Fix the Ugliest Thing

This is the main approach I've been taking. When I start to think it looks good I stop. It's likely not that it's good, it's that I've gotten used to it. Then it's time to code for a while, until I can see problems in the design again. Always good to have a friend point out things I can't see as well.

This Design Pass

So this has been the basic approach. I can:

  • Simplify
  • Group
  • Unify
  • Accent

I can choose any of these general ideas, and apply that lens to any element or the whole site. The design process has nothing to do with tools.

The Next Pass

Now that I've followed my instincts a bit (and I'm not quite out of ideas yet), I can have something that feels ok to me. That's enough to code and UX test against. I'll likely have another pass like this (mostly instinctual, to me, as in what is in my head) before I start to look at references.

For me, reference gets easier once something is close to good. Too far away and I'm unlikely to end up with anything that doesn't feel like a complete rip off. The question changes completely from "how can I make that?" to "I chose to make this element this way, and their choice seems stronger. What did I miss?"

The more specific I can critique myself (or others can) the closer to good it is. The ugliest thing (to them) might not be what you expect. And the odd paradox about the ugliest thing is that it as everything is improving, the ugliest thing stops being so inherently ugly. However, it actually stands out more because other things are looking good.

So the next pass is looking for ugliest things and probably having ideas on how to fix them. In the pass after that, I'll be out of my depth and need reference.

Mechanics

As far as how I'm going about this, I'm not worrying about it. The code is not complex enough to be concerned with organizing my css for instance. I put it in the main css file or inline it in the html at will.

When that's too slow for testing, I'm adding it directly with the developer console.

It's Perfect

Just kidding. It looks like hell, but that's really ok. There are way more people who can make things iteratively than those who can nail it their first time. I'd rather let that first group know they're not alone than appease the very smart/critical (I feel this group doesn't actually overlap all that much by the way). My email is wide open, but I don't have comments here. I honestly don't care what Joe Commenter has to say. I need to know what references can contribute to the design. I need to know the real pain points people have in job hunting so I can imagine the love letters and build workflows to support them. I don't care if I used the wrong [there, their, they're]. I'm still working on a ton of "ugliest things" I can find on my own.

I'm increasingly unfazed by the specter of critiques of things not being perfect.
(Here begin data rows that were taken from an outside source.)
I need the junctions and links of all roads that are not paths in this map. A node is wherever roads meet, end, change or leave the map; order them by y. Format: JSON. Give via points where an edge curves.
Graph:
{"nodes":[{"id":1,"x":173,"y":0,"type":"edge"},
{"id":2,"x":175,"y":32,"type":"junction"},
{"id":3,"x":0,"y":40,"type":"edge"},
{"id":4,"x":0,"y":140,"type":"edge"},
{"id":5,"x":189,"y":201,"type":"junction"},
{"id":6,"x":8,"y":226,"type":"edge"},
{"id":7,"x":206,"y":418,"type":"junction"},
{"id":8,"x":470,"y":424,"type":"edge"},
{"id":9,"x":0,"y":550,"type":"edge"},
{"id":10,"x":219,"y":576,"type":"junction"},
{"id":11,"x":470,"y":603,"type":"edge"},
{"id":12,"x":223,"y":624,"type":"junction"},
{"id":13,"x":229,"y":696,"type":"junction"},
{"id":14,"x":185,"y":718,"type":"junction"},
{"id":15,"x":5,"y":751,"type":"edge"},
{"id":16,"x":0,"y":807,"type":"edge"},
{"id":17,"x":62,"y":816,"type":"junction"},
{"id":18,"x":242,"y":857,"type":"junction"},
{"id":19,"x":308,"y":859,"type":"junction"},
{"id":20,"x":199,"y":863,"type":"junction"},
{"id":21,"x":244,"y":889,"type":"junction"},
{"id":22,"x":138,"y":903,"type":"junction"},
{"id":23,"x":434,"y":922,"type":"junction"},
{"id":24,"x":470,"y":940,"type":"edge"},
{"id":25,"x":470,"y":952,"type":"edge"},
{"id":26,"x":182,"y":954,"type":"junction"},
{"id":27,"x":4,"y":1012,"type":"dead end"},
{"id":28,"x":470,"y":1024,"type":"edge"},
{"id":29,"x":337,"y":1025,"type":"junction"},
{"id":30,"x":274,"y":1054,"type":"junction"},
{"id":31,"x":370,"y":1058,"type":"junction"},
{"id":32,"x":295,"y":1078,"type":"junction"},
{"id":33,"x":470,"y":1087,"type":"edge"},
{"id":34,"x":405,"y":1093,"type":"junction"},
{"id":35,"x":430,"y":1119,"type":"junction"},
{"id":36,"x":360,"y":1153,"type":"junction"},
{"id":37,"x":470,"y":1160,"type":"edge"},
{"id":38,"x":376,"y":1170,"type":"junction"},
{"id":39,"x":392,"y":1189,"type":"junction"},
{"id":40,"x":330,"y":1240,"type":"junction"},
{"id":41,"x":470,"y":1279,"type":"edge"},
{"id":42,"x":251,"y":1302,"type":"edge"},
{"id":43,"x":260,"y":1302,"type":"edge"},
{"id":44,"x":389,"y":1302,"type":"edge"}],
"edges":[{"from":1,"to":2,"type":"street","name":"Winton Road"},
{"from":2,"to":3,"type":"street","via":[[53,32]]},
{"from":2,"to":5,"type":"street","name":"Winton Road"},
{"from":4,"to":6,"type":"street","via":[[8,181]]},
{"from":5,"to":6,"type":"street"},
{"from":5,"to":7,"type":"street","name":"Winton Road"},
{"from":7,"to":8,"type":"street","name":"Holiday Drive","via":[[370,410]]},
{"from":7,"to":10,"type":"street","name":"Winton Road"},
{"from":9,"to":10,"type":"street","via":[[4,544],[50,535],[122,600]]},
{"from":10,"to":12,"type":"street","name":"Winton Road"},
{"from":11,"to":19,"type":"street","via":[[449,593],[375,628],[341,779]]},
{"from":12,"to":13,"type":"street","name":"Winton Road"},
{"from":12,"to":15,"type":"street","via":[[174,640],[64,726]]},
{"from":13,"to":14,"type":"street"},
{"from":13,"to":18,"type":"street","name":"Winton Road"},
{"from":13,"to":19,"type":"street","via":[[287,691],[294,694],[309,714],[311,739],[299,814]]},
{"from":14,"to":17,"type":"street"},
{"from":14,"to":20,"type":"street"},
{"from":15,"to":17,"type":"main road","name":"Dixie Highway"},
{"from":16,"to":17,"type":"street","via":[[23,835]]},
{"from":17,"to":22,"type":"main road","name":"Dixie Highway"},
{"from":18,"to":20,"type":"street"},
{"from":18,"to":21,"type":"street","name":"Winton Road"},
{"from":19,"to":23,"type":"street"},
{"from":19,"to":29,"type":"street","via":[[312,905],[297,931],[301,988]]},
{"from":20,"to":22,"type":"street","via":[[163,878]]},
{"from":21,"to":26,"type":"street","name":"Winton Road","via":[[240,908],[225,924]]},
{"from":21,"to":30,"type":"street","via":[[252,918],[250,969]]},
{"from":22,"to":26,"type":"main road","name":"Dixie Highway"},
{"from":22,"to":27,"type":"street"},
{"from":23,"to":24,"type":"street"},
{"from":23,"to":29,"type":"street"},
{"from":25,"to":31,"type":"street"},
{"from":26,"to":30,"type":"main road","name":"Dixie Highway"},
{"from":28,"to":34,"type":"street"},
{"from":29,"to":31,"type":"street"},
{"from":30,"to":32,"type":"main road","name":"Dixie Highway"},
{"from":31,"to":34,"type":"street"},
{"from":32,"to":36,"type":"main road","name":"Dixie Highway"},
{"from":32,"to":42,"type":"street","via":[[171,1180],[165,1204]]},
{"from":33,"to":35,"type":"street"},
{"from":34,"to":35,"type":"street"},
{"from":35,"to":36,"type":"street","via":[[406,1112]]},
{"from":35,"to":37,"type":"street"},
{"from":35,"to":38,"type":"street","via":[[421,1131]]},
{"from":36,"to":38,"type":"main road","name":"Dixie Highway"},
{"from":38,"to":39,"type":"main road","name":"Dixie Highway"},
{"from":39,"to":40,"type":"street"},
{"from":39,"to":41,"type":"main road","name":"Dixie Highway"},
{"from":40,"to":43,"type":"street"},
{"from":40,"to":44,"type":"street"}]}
I don't even (mostly) feel the need to qualify myself as "not a real ________" anymore. I've never seen someone describe making a site in this much detail, and I think that's more valuable than presenting myself as someone who makes things look easy.

There are about, I don't know, a hundred(?) 15 year olds on youtube that are collectively better at whatever their thing is than most people will ever be. People have been drawing these comparisons forever: "Mozart was __ years old when ____" or whatever. It's never been more obvious, but it also doesn't matter. We'd be so culturally poor if we only let a hundred "true geniuses" run things. Try to find anyone who fancies themselves a Platonic "philosopher king" and hoo boy, please let me know about their leadership style.

Anyways, for this project, for me, it's love letters, workflows, instincts, references/critiques, and iteration.